WHAT YOU SHOULD DO> Show each line of the entries below in which the word "highway" appears.

Collected data

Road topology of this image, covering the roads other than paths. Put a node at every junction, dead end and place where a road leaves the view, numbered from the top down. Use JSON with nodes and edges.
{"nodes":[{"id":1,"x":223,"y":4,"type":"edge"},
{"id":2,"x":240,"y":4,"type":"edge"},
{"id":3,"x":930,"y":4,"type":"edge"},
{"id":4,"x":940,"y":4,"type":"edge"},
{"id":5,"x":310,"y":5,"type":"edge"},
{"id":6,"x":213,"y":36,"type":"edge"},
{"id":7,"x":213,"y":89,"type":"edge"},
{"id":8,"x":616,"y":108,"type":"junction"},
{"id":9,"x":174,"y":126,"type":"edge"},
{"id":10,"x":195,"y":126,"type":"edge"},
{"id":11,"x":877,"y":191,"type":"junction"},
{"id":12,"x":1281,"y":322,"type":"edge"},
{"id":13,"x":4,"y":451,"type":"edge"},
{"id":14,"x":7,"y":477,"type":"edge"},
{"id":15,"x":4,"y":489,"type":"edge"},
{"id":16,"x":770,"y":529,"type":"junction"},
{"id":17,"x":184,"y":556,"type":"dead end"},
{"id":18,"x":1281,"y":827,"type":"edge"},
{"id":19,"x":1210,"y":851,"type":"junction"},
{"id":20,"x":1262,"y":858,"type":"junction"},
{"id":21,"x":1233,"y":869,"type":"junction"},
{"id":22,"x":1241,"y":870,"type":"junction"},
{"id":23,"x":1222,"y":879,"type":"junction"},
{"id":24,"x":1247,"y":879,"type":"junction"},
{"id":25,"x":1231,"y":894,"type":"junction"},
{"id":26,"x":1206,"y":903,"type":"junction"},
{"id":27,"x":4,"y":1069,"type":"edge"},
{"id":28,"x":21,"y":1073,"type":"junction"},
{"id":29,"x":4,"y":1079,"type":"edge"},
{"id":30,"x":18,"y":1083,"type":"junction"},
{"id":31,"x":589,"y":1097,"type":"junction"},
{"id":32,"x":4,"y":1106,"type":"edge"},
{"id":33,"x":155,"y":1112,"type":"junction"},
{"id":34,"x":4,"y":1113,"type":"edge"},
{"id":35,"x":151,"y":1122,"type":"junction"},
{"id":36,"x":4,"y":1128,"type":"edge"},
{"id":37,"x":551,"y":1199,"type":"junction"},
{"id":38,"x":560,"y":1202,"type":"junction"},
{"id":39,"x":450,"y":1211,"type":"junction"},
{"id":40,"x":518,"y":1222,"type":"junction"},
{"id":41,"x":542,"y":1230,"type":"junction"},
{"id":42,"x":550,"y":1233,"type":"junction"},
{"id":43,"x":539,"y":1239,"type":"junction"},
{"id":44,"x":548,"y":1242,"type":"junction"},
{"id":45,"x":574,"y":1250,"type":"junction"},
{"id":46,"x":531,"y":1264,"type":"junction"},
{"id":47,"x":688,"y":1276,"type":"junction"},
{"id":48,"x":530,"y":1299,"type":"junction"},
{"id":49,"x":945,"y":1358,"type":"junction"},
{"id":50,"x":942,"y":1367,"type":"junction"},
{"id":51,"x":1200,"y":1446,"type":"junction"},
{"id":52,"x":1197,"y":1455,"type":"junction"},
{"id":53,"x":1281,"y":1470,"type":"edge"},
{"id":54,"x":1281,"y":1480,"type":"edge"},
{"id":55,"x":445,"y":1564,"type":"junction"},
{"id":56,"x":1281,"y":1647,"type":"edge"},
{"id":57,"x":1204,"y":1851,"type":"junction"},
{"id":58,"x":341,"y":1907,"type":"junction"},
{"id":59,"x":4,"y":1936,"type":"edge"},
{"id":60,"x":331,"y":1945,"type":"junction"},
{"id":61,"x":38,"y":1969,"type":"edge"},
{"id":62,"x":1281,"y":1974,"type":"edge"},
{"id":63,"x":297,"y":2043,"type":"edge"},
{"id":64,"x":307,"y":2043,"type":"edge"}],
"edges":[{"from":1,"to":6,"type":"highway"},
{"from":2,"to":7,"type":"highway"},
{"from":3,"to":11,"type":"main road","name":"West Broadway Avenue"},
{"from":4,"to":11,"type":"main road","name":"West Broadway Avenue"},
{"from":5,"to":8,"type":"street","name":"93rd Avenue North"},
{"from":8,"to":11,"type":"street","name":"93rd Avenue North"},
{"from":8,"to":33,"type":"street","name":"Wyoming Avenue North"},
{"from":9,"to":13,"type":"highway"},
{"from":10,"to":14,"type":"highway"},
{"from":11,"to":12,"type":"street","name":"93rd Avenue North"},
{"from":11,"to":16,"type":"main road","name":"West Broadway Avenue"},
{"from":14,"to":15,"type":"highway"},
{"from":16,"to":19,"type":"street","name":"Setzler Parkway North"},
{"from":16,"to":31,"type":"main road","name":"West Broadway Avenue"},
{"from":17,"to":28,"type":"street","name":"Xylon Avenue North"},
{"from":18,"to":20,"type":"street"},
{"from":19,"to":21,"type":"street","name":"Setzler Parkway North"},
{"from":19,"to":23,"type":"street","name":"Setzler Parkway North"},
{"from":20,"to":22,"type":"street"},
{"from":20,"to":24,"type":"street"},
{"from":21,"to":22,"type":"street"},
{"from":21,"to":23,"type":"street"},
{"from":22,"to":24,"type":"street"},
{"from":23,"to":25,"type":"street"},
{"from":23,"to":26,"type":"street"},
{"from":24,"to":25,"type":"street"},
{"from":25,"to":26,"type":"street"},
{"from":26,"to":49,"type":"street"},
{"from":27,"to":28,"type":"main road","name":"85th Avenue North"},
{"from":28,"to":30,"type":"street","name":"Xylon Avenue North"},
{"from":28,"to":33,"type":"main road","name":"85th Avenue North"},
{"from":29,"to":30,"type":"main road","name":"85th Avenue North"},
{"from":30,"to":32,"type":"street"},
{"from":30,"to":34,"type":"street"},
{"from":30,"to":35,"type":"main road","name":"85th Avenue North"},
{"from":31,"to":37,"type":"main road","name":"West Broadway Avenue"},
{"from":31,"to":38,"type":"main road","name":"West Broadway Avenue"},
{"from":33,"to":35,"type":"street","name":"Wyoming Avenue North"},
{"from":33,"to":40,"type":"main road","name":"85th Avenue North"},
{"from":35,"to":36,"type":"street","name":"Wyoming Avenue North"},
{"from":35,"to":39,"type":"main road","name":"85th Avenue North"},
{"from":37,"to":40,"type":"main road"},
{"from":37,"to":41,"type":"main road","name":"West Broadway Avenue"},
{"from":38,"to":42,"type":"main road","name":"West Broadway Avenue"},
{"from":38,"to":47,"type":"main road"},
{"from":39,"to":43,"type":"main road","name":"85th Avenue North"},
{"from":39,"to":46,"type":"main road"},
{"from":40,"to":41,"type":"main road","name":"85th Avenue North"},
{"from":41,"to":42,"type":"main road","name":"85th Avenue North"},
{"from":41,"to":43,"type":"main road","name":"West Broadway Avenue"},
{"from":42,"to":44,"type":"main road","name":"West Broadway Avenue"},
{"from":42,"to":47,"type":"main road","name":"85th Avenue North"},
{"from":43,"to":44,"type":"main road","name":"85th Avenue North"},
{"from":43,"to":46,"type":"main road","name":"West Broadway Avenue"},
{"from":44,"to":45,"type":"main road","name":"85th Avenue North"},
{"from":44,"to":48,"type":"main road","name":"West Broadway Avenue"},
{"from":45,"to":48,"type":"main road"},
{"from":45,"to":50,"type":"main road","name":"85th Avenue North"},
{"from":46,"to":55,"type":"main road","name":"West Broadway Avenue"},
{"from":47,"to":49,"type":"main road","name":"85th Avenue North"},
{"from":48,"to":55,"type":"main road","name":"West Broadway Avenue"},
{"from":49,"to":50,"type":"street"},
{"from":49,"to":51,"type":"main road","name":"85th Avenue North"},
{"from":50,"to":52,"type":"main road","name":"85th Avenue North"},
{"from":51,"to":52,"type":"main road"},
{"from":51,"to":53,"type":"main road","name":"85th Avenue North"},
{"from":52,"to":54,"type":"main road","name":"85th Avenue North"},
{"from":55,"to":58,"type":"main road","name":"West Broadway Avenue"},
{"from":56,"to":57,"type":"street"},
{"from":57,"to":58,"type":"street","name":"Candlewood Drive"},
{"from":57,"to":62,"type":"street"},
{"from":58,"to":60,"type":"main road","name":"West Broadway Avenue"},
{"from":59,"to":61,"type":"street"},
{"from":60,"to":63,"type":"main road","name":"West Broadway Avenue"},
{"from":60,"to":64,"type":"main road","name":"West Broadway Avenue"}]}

RESPONSE BELOW>
"edges":[{"from":1,"to":6,"type":"highway"},
{"from":2,"to":7,"type":"highway"},
{"from":9,"to":13,"type":"highway"},
{"from":10,"to":14,"type":"highway"},
{"from":14,"to":15,"type":"highway"},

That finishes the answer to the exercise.